C’est le fournisseur d’accès Free qui a ouvert le bal du marché de la voix sur IP grâce au dégroupage… Le dégroupage ne permet pas seulement aux opérateurs téléphoniques de venir tenter leur chance sur ce marché prometteur : les fournisseurs d’accès à Internet (FAI) semblent également vouloir prendre leur part du gâteau. Free propose donc depuis le 25 août 2003 un service de téléphonie sur ADSL, disponible dans les grandes villes de France, c’est à dire dans les zones où Free a installé ses équipements haut débit. 9Télécom devrait proposer une offre similaire dès la rentrée…
C’est sur le prix que ces prestataires, qui vont faire voyager la voix de leur client sur Internet, peuvent construire leur argumentaire de vente. Les clients de Free n’ont qu’à brancher leur téléphone sur le boîtier « Freebox » fourni par la société.
Là encore, nous avons testé le service . Ici encore, le résultat est tout à fait bon : un son clair, un téléphone qui sonne quand on l’appel, que demander de plus ?

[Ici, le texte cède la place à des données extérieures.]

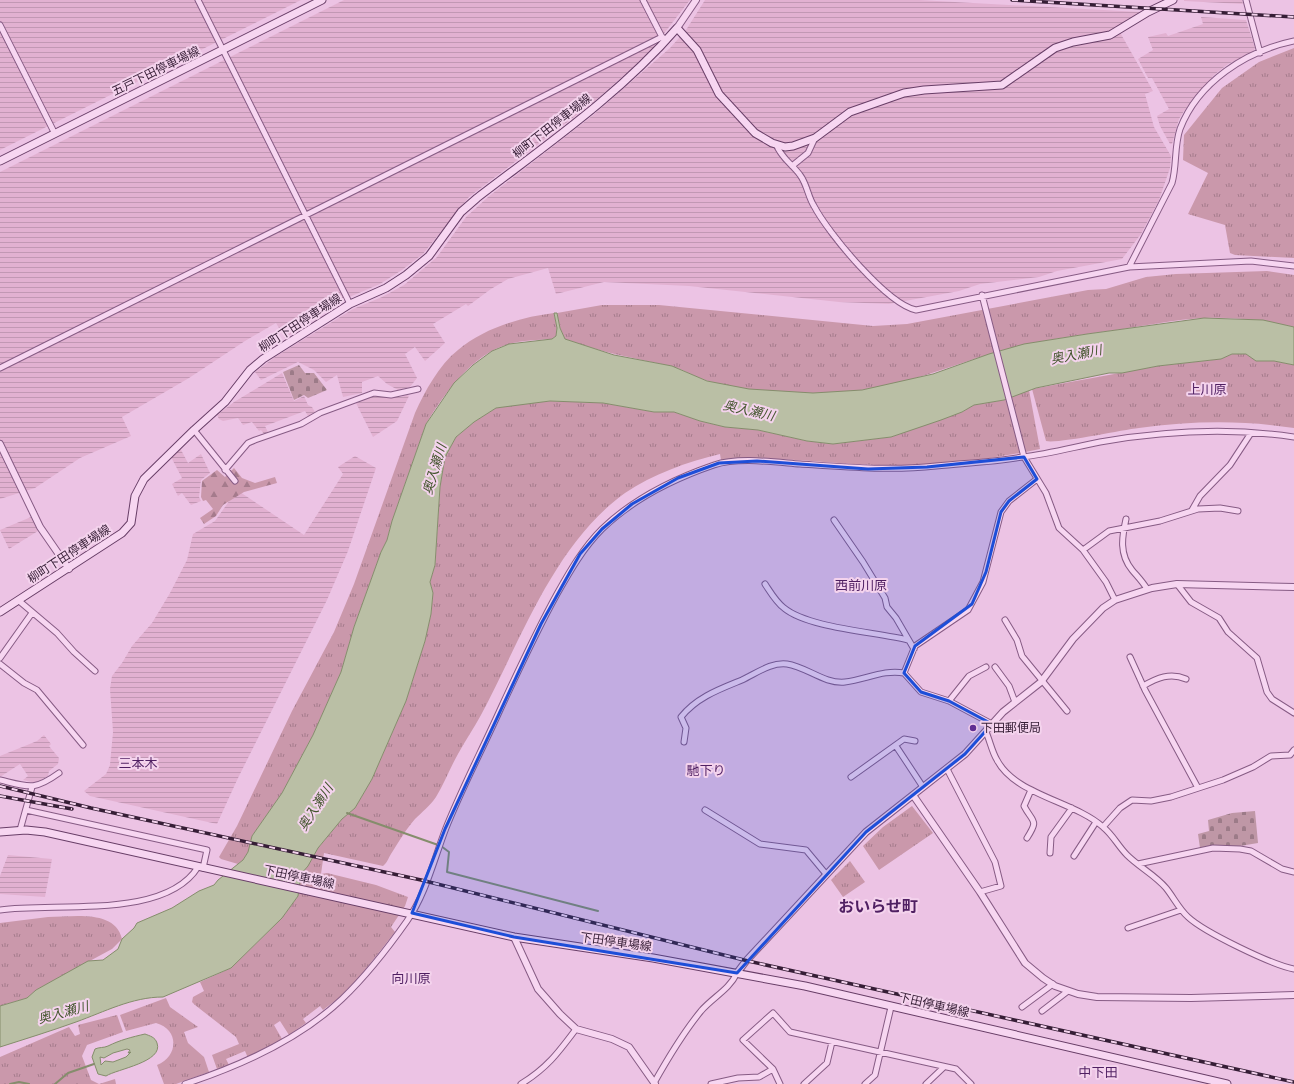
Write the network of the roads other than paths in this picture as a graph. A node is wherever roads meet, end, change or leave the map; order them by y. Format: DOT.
graph roads {
  1 [pos="198,0"];
  2 [pos="322,0"];
  3 [pos="643,0"];
  4 [pos="696,0"];
  5 [pos="1173,0"];
  6 [pos="1246,0"];
  7 [pos="0,25"];
  8 [pos="677,28"];
  9 [pos="664,38"];
  10 [pos="1294,41"];
  11 [pos="223,50"];
  12 [pos="1260,52"];
  13 [pos="55,134"];
  14 [pos="815,138"];
  15 [pos="776,144"];
  16 [pos="0,161"];
  17 [pos="792,166"];
  18 [pos="305,214"];
  19 [pos="1294,266"];
  20 [pos="1129,267"];
  21 [pos="983,298"];
  22 [pos="350,304"];
  23 [pos="0,368"];
  24 [pos="418,389"];
  25 [pos="194,430"];
  26 [pos="1251,433"];
  27 [pos="1294,437"];
  28 [pos="0,444"];
  29 [pos="1024,456"];
  30 [pos="225,470"];
  31 [pos="1037,479"];
  32 [pos="235,481"];
  33 [pos="1192,510"];
  34 [pos="1238,511"];
  35 [pos="1126,519"];
  36 [pos="834,520"];
  37 [pos="1124,528"];
  38 [pos="1083,550"];
  39 [pos="69,568"];
  40 [pos="765,584"];
  41 [pos="1177,584"];
  42 [pos="1294,587"];
  43 [pos="1147,590"];
  44 [pos="18,600"];
  45 [pos="1115,600"];
  46 [pos="0,612"];
  47 [pos="32,613"];
  48 [pos="1005,620"];
  49 [pos="908,640"];
  50 [pos="914,649"];
  51 [pos="1130,657"];
  52 [pos="0,658"];
  53 [pos="0,664"];
  54 [pos="995,666"];
  55 [pos="986,667"];
  56 [pos="95,671"];
  57 [pos="904,673"];
  58 [pos="1186,679"];
  59 [pos="1042,682"];
  60 [pos="1143,686"];
  61 [pos="949,702"];
  62 [pos="1015,702"];
  63 [pos="1294,706"];
  64 [pos="1067,711"];
  65 [pos="1292,712"];
  66 [pos="992,724"];
  67 [pos="986,732"];
  68 [pos="915,741"];
  69 [pos="684,742"];
  70 [pos="84,745"];
  71 [pos="896,746"];
  72 [pos="1294,750"];
  73 [pos="947,769"];
  74 [pos="58,773"];
  75 [pos="851,777"];
  76 [pos="0,780"];
  77 [pos="32,787"];
  78 [pos="923,787"];
  79 [pos="1198,788"];
  80 [pos="1031,790"];
  81 [pos="913,795"];
  82 [pos="1072,808"];
  83 [pos="26,810"];
  84 [pos="705,810"];
  85 [pos="1096,822"];
  86 [pos="1103,826"];
  87 [pos="20,830"];
  88 [pos="0,832"];
  89 [pos="1027,838"];
  90 [pos="1050,853"];
  91 [pos="1074,856"];
  92 [pos="1138,864"];
  93 [pos="200,867"];
  94 [pos="1294,872"];
  95 [pos="826,874"];
  96 [pos="980,892"];
  97 [pos="0,910"];
  98 [pos="1181,910"];
  99 [pos="410,913"];
  100 [pos="1128,928"];
  101 [pos="514,937"];
  102 [pos="1294,968"];
  103 [pos="737,973"];
  104 [pos="1052,984"];
  105 [pos="1068,991"];
  106 [pos="1294,995"];
  107 [pos="891,1007"];
  108 [pos="1022,1007"];
  109 [pos="1042,1011"];
  110 [pos="576,1029"];
  111 [pos="832,1042"];
  112 [pos="881,1052"];
  113 [pos="944,1067"];
  114 [pos="773,1069"];
  115 [pos="1200,1081"];
  116 [pos="525,1083"];
  117 [pos="185,1084"];
  118 [pos="654,1084"];
  119 [pos="711,1084"];
  120 [pos="780,1084"];
  121 [pos="804,1084"];
  122 [pos="865,1084"];
  123 [pos="926,1084"];
  124 [pos="971,1084"];
  125 [pos="1227,1084"];
  1 -- 11 [label="street"];
  2 -- 11 [label="main road, 五戸下田停車場線"];
  3 -- 9 [label="street"];
  4 -- 8 [label="street"];
  5 -- 14 [label="main road"];
  6 -- 12 [label="street"];
  7 -- 13 [label="street"];
  8 -- 9 [label="main road, 柳町下田停車場線"];
  8 -- 15 [label="main road"];
  9 -- 18 [label="street"];
  9 -- 22 [label="main road, 柳町下田停車場線"];
  10 -- 12 [label="street"];
  11 -- 13 [label="main road, 五戸下田停車場線"];
  11 -- 18 [label="street"];
  12 -- 20 [label="street"];
  13 -- 16 [label="main road, 五戸下田停車場線"];
  14 -- 15 [label="main road"];
  14 -- 17 [label="street"];
  15 -- 17 [label="street"];
  17 -- 21 [label="street"];
  18 -- 22 [label="street"];
  18 -- 23 [label="street"];
  19 -- 20 [label="street"];
  20 -- 21 [label="street"];
  21 -- 29 [label="street"];
  22 -- 25 [label="main road, 柳町下田停車場線"];
  24 -- 30 [label="street"];
  25 -- 30 [label="street"];
  25 -- 39 [label="main road, 柳町下田停車場線"];
  26 -- 27 [label="street"];
  26 -- 29 [label="street"];
  26 -- 33 [label="street"];
  28 -- 39 [label="street"];
  29 -- 31 [label="street"];
  29 -- 99 [label="street"];
  30 -- 32 [label="street"];
  31 -- 38 [label="street"];
  31 -- 50 [label="street"];
  33 -- 34 [label="street"];
  33 -- 37 [label="street"];
  35 -- 37 [label="street"];
  36 -- 49 [label="street"];
  37 -- 38 [label="street"];
  37 -- 43 [label="street"];
  38 -- 45 [label="street"];
  39 -- 44 [label="main road, 柳町下田停車場線"];
  40 -- 49 [label="street"];
  41 -- 42 [label="street"];
  41 -- 43 [label="street"];
  41 -- 65 [label="street"];
  43 -- 45 [label="street"];
  44 -- 46 [label="main road, 柳町下田停車場線"];
  44 -- 47 [label="street"];
  45 -- 59 [label="street"];
  47 -- 52 [label="street"];
  47 -- 56 [label="street"];
  48 -- 59 [label="street"];
  49 -- 50 [label="street"];
  50 -- 57 [label="street"];
  51 -- 60 [label="street"];
  53 -- 70 [label="street"];
  54 -- 62 [label="street"];
  55 -- 61 [label="street"];
  57 -- 61 [label="street"];
  57 -- 69 [label="street"];
  58 -- 60 [label="street"];
  59 -- 62 [label="street"];
  59 -- 64 [label="street"];
  60 -- 79 [label="street"];
  61 -- 66 [label="street"];
  62 -- 66 [label="street"];
  63 -- 65 [label="street"];
  66 -- 67 [label="street"];
  67 -- 73 [label="street"];
  67 -- 80 [label="street"];
  68 -- 71 [label="street"];
  71 -- 75 [label="street"];
  71 -- 78 [label="street"];
  72 -- 79 [label="street"];
  73 -- 78 [label="street"];
  73 -- 96 [label="street"];
  74 -- 77 [label="street"];
  76 -- 77 [label="street"];
  77 -- 83 [label="street"];
  78 -- 81 [label="street"];
  79 -- 86 [label="street"];
  80 -- 82 [label="street"];
  80 -- 89 [label="street"];
  81 -- 95 [label="street"];
  81 -- 96 [label="street"];
  82 -- 85 [label="street"];
  82 -- 90 [label="street"];
  83 -- 87 [label="street"];
  83 -- 93 [label="street"];
  84 -- 95 [label="street"];
  85 -- 86 [label="street"];
  85 -- 91 [label="street"];
  86 -- 92 [label="street"];
  87 -- 88 [label="main road, 下田停車場線"];
  87 -- 93 [label="main road, 下田停車場線"];
  92 -- 94 [label="street"];
  92 -- 98 [label="street"];
  93 -- 97 [label="street"];
  93 -- 99 [label="main road, 下田停車場線"];
  95 -- 103 [label="street"];
  96 -- 104 [label="street"];
  98 -- 100 [label="street"];
  98 -- 102 [label="street"];
  99 -- 101 [label="main road, 下田停車場線"];
  99 -- 117 [label="street"];
  101 -- 103 [label="main road, 下田停車場線"];
  101 -- 110 [label="street"];
  103 -- 107 [label="main road, 下田停車場線"];
  103 -- 118 [label="street"];
  104 -- 105 [label="street"];
  104 -- 108 [label="street"];
  105 -- 106 [label="street"];
  105 -- 109 [label="street"];
  107 -- 112 [label="street"];
  107 -- 115 [label="main road, 下田停車場線"];
  110 -- 116 [label="street"];
  110 -- 118 [label="street"];
  111 -- 112 [label="street"];
  111 -- 114 [label="street"];
  111 -- 121 [label="street"];
  112 -- 113 [label="street"];
  112 -- 122 [label="street"];
  113 -- 123 [label="street"];
  113 -- 124 [label="street"];
  114 -- 119 [label="street"];
  114 -- 120 [label="street"];
  115 -- 125 [label="main road, 下田停車場線"];
}
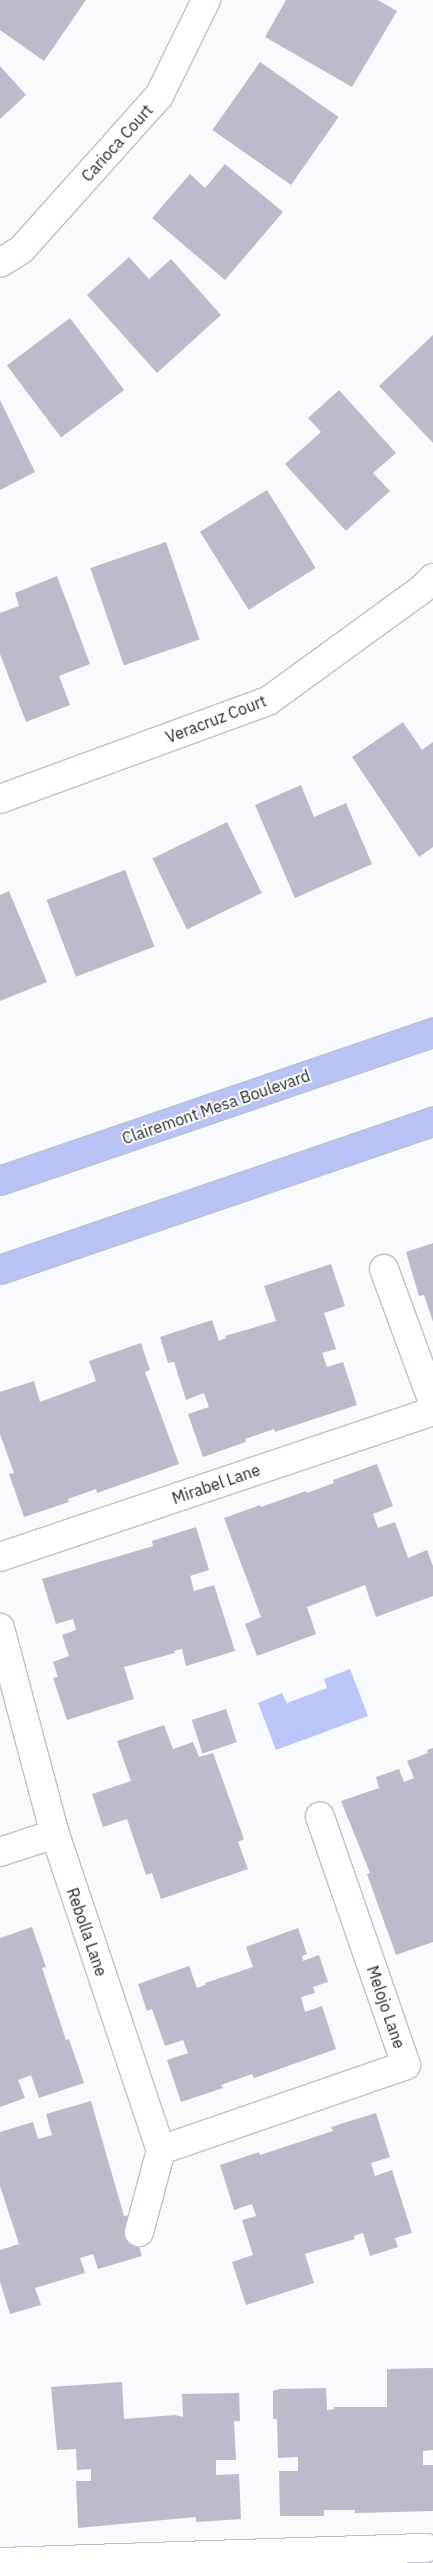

Des prix canons ! Justement, Free propose à ses abonnés d’appeler gratuitement les autres abonnés de Free, ainsi que les abonnés France Télécom, du moins jusqu’à la fin de l’année… Par la suite, les tarifs pour les appels en direction de l’opérateur historique s’élèveront à 1 centime d’euro la minute, les dix premières heures d’appel étant offertes. Particulièrement alléchants, les tarifs téléphonique de Free n’en sont pas moins sur la sellette : les appels pour un abonné France Télécom souhaitant joindre un client Freebox lui seront facturés au tarif local, sur décision, à titre transitoire, de l’Autorité de Régulation des Télécommunications (ART). Les FAI et l’opérateur français doivent parvenir à un accord sur le prix des communications avant le 1er juillet 2004…
On voit que, même en France, la course a commencé, que le marché de la voix va être redéfini, au moins en partie, par ce progrès technique qui permet un premier (et évident) niveau de convergence : un seul tuyau pour la voix et les données… On nous le promettait depuis des années… et bien, ça vient.